Note: This piece is a response to an essay by Haviv Rettig Gur, which can be found here

Israel’s current political crisis exemplifies the maxim that hard cases make bad law. This case is desperate. Six months after the coronavirus erupted and nine months after the fiscal year began, Israel still lacks both a functioning contact-tracing system and an approved 2020 budget, mainly because Prime Minister Benjamin Netanyahu is more worried about politics than the domestic problems that Israel now confronts. The government’s failure to perform these basic tasks obviously invites the conclusion that civil servants’ far-reaching powers must not only be preserved, but perhaps even increased.

This would be the wrong conclusion. Bureaucrats, especially when they have great power, are vulnerable to the same ills as elected politicians. But unlike politicians, they are completely unaccountable to the public.

That doesn’t mean Haviv Rettig Gur is wrong to deem them indispensable. They provide institutional memory, flesh out elected officials’ policies, and supply information the politicians may not know and options they may not have considered. Yet the current crisis shows in several ways why they neither can nor should substitute for elected politicians.

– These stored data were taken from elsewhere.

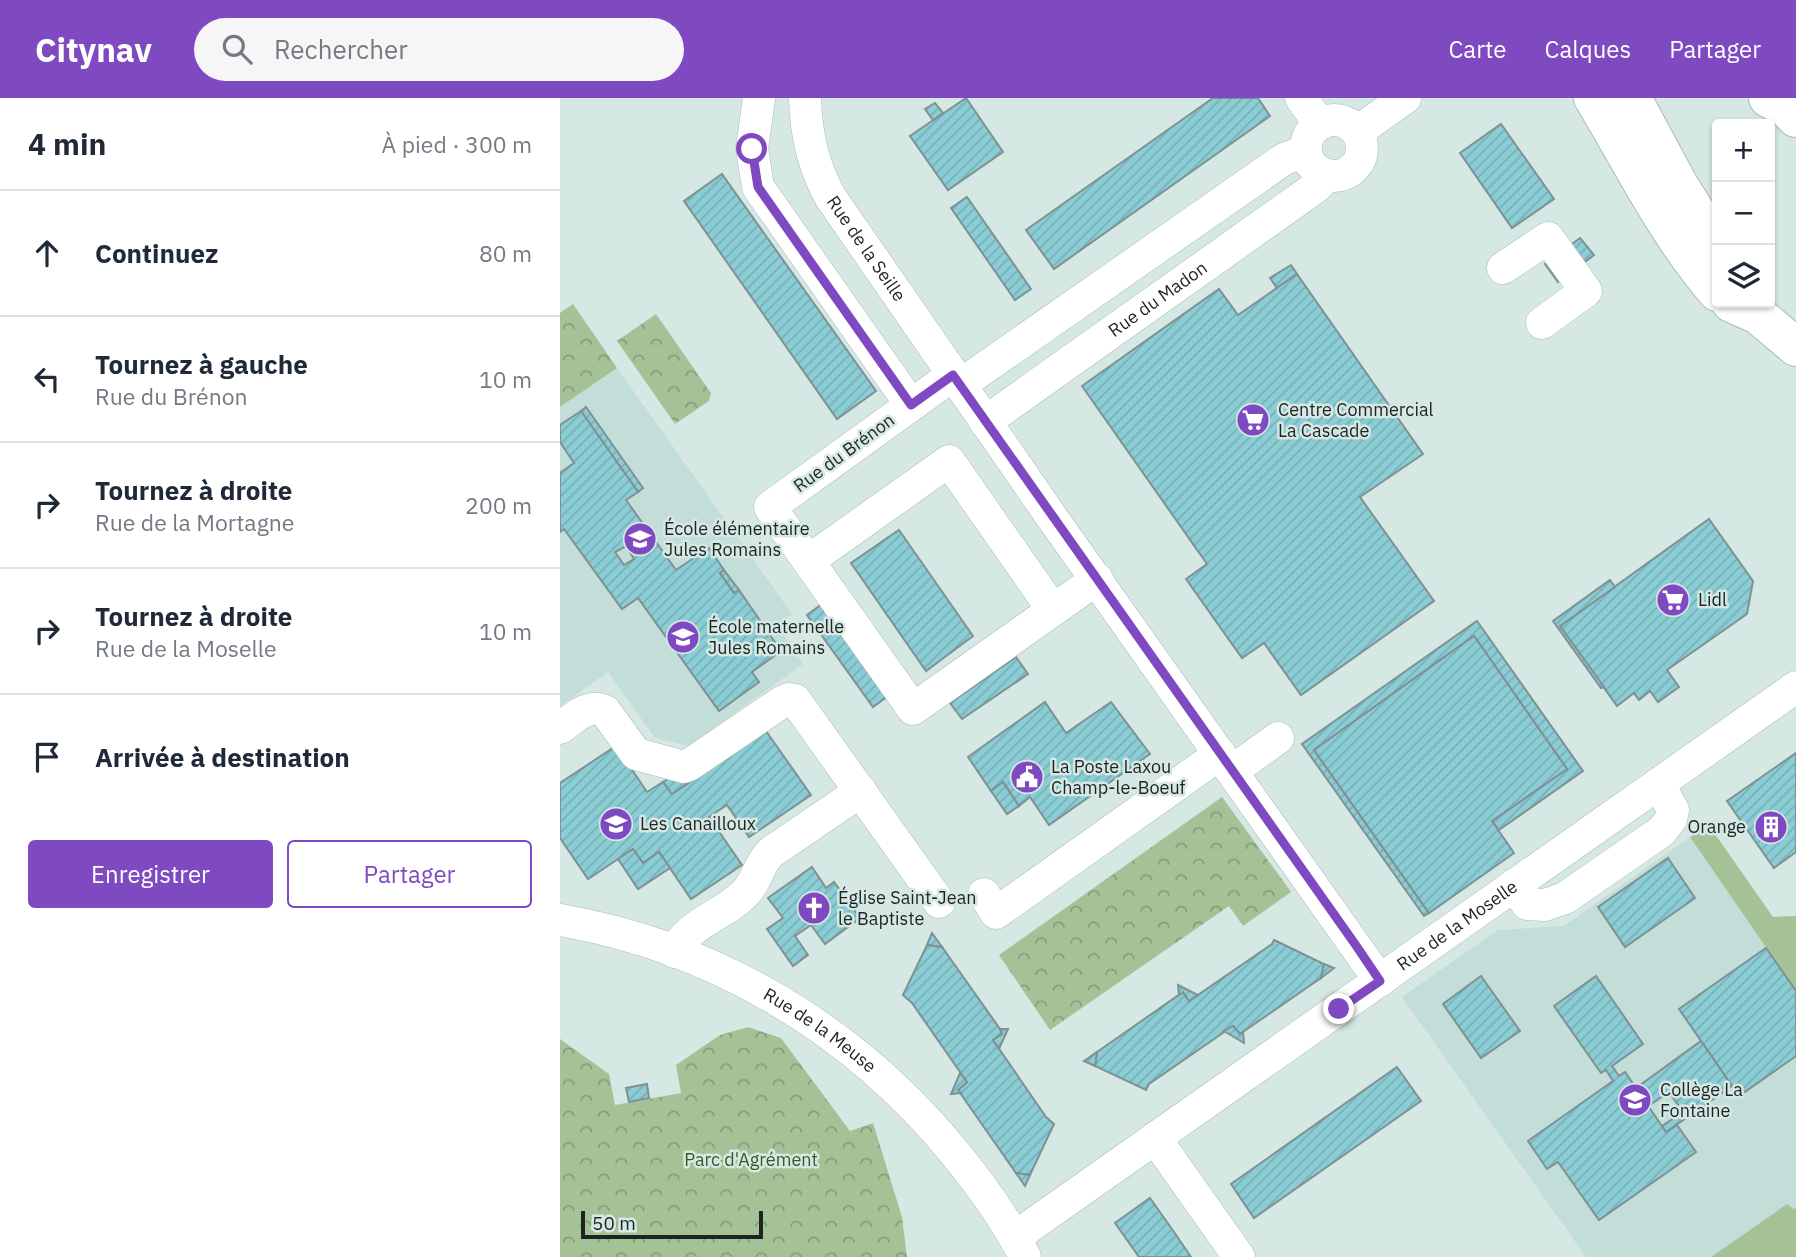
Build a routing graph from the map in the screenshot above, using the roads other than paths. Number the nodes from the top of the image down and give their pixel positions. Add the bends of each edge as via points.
1 (759, 98) edge
2 (805, 98) edge
3 (1301, 98) edge
4 (1405, 98) edge
5 (1593, 98) edge
6 (1632, 98) edge
7 (1357, 132) junction
8 (1313, 137) junction
9 (1328, 175) junction
10 (1712, 237) edge
11 (1503, 268) dead end
12 (1712, 286) edge
13 (1748, 308) edge
14 (1542, 323) dead end
15 (1796, 347) edge
16 (957, 380) junction
17 (911, 405) junction
18 (985, 422) junction
19 (808, 561) junction
20 (1097, 579) junction
21 (1053, 610) junction
22 (1796, 687) edge
23 (560, 728) edge
24 (1278, 738) dead end
25 (1226, 762) junction
26 (861, 791) junction
27 (984, 894) dead end
28 (939, 902) dead end
29 (560, 920) edge
30 (675, 952) junction
31 (1380, 981) junction
32 (1155, 1138) junction
33 (1020, 1247) edge
34 (1239, 1257) edge

1 - 17 street via 752,149 758,187
2 - 16 street, Rue de la Seille via 806,125 822,183
3 - 8 street
4 - 7 street
5 - 12 main road via 1655,208
6 - 10 main road
7 - 8 street via 1333,120
7 - 9 street via 1362,148 1357,163 1344,174
8 - 9 street via 1313,166
8 - 16 street
9 - 18 street, Rue du Madon
11 - 14 street via 1548,238 1586,291
13 - 15 main road
16 - 17 street, Rue du Brénon
16 - 18 street, Rue de la Seille
17 - 19 street, Rue du Brénon via 770,507
18 - 20 street, Rue de la Seille
19 - 21 street via 913,709
19 - 21 street via 949,461
20 - 21 street
20 - 25 street, Rue de la Seille
22 - 31 street, Rue de la Moselle
23 - 26 street via 587,709 599,708 636,754 684,766 782,702 795,700
24 - 25 street
25 - 27 street via 996,912
25 - 31 street, Rue de la Seille
26 - 28 street
26 - 30 street via 770,853 746,893 681,939
29 - 30 street, Rue de la Meuse
30 - 33 street, Rue de la Meuse via 733,975 784,1003 864,1059 947,1143
31 - 32 street, Rue de la Moselle
32 - 33 street, Rue de la Moselle
32 - 34 street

First, bureaucrats are no less prone to poor judgment than politicians. As evidence, consider Siegal Sadetzki, part of the Netanyahu-led triumvirate that ran Israel’s initial response to the coronavirus. It’s unsurprising that Gur never mentioned Sadetzki even as he lauded the triumvirate’s third member, former Health Ministry Director General Moshe Bar Siman-Tov; she and her fellow Health Ministry staffers are a major reason why Israel still lacks a functional test-and-trace system.

Sadetzki, an epidemiologist, was the ministry’s director of public-health services and the only member of the triumvirate with professional expertise in epidemics (Bar Siman-Tov is an economist). As such, her input was crucial. Yet she adamantly opposed expanding virus testing, even publicly asserting that “Too much testing will increase complacence.” She opposed letting organizations outside the public-health system do lab work for coronavirus tests, even though the system was overwhelmed. She opposed sewage monitoring to track the spread of the virus. And on, and on.

Moreover, even after acknowledging that test-and-trace was necessary, ministry bureaucrats insisted for months that their ministry do the tracing despite its glaringly inadequate manpower. Only in August was the job finally given to the army, which does have the requisite personnel. And the system still isn’t fully operational.